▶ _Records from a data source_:
##########

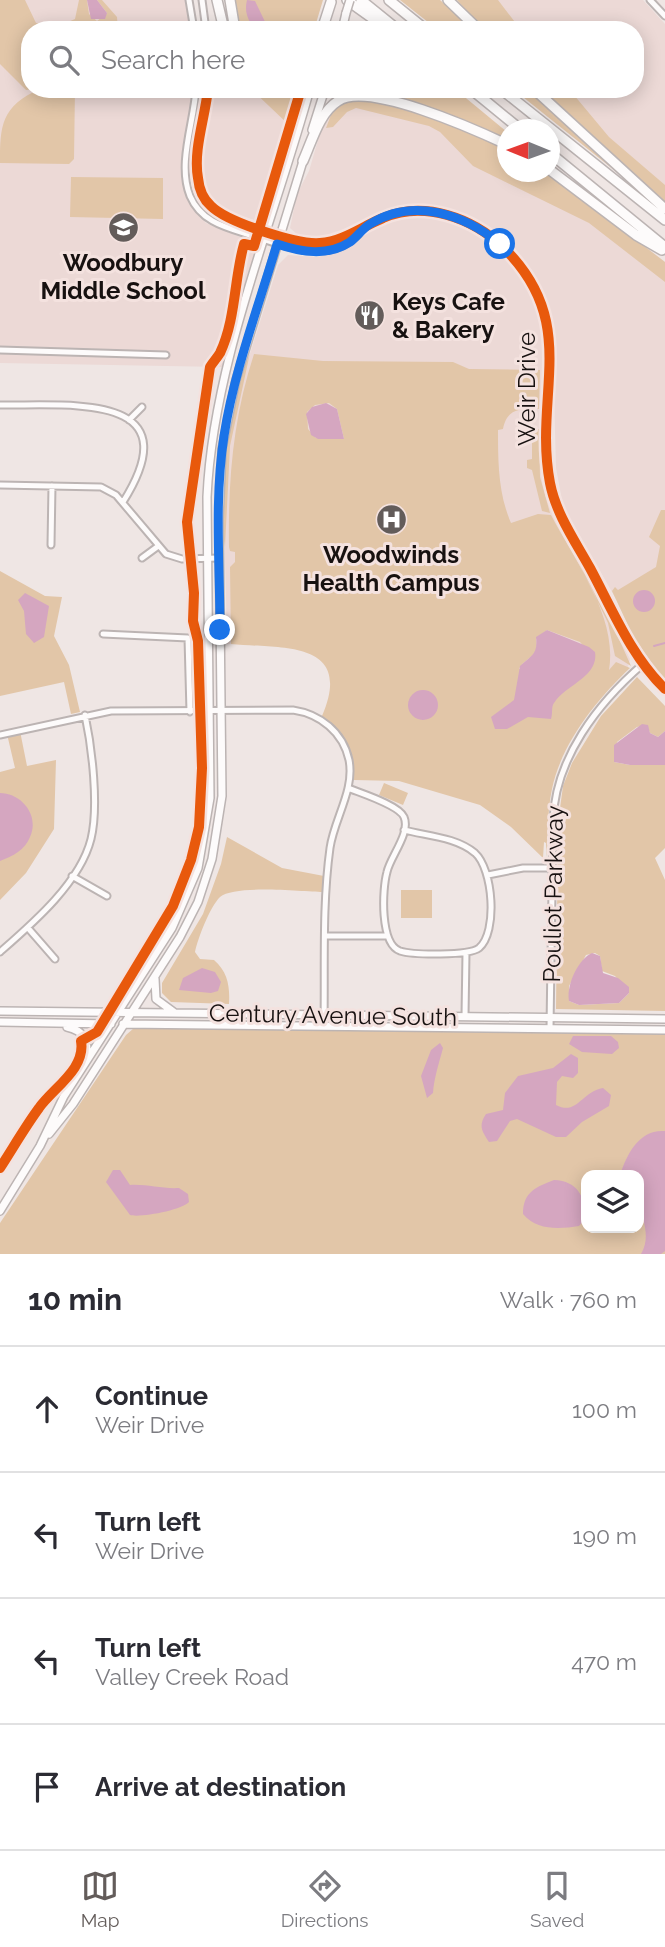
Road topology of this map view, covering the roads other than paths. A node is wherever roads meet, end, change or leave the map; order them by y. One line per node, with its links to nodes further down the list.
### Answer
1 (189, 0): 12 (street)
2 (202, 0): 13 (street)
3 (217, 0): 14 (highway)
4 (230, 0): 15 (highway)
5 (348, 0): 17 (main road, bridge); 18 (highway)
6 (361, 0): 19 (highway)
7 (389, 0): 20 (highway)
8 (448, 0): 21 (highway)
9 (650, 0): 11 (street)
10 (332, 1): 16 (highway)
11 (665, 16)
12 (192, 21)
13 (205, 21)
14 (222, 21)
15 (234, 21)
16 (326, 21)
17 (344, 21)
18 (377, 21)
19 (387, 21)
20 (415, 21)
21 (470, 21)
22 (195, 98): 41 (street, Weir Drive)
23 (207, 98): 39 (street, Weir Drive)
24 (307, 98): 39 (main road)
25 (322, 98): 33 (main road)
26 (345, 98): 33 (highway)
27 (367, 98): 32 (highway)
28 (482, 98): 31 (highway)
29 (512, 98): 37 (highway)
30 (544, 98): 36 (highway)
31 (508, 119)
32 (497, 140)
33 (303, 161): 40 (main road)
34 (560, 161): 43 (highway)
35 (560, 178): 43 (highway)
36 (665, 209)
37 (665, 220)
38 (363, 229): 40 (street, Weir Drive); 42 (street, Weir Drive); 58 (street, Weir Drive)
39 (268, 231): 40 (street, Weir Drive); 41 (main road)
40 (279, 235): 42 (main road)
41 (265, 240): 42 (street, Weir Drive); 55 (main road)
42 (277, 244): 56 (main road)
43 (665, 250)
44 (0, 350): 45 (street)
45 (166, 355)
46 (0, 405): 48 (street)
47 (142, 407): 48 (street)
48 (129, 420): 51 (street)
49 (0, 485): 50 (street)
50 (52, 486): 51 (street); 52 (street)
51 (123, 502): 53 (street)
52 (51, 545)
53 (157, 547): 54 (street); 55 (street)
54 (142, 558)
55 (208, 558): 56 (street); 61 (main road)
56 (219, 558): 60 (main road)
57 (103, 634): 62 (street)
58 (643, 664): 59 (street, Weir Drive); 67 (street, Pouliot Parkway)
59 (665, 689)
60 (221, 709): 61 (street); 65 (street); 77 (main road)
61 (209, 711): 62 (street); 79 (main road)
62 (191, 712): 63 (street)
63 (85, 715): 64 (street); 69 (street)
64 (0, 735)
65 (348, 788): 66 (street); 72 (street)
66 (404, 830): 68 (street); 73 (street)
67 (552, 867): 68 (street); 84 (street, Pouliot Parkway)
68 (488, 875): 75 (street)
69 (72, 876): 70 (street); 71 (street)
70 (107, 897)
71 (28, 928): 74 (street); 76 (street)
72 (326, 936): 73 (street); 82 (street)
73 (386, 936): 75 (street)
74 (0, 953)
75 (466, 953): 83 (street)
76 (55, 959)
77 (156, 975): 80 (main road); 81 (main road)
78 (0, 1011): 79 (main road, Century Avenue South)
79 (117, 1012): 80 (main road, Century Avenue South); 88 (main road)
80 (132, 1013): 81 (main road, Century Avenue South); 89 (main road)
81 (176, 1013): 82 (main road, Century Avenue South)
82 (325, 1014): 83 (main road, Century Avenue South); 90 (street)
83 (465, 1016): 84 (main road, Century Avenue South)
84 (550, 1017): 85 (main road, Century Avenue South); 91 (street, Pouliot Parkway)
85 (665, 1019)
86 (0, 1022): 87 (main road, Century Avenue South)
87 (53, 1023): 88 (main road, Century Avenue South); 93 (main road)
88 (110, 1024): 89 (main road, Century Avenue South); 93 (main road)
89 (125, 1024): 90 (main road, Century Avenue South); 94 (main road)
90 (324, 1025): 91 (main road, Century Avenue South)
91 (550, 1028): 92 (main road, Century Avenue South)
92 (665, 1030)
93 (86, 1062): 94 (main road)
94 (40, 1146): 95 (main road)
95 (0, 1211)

##########

▶ _ABOUT THIS TASK_:
Display each line of the data where "Pouliot" occurs.

▶ _OUTPUT OF THE TASK_:
58 (643, 664): 59 (street, Weir Drive); 67 (street, Pouliot Parkway)
67 (552, 867): 68 (street); 84 (street, Pouliot Parkway)
84 (550, 1017): 85 (main road, Century Avenue South); 91 (street, Pouliot Parkway)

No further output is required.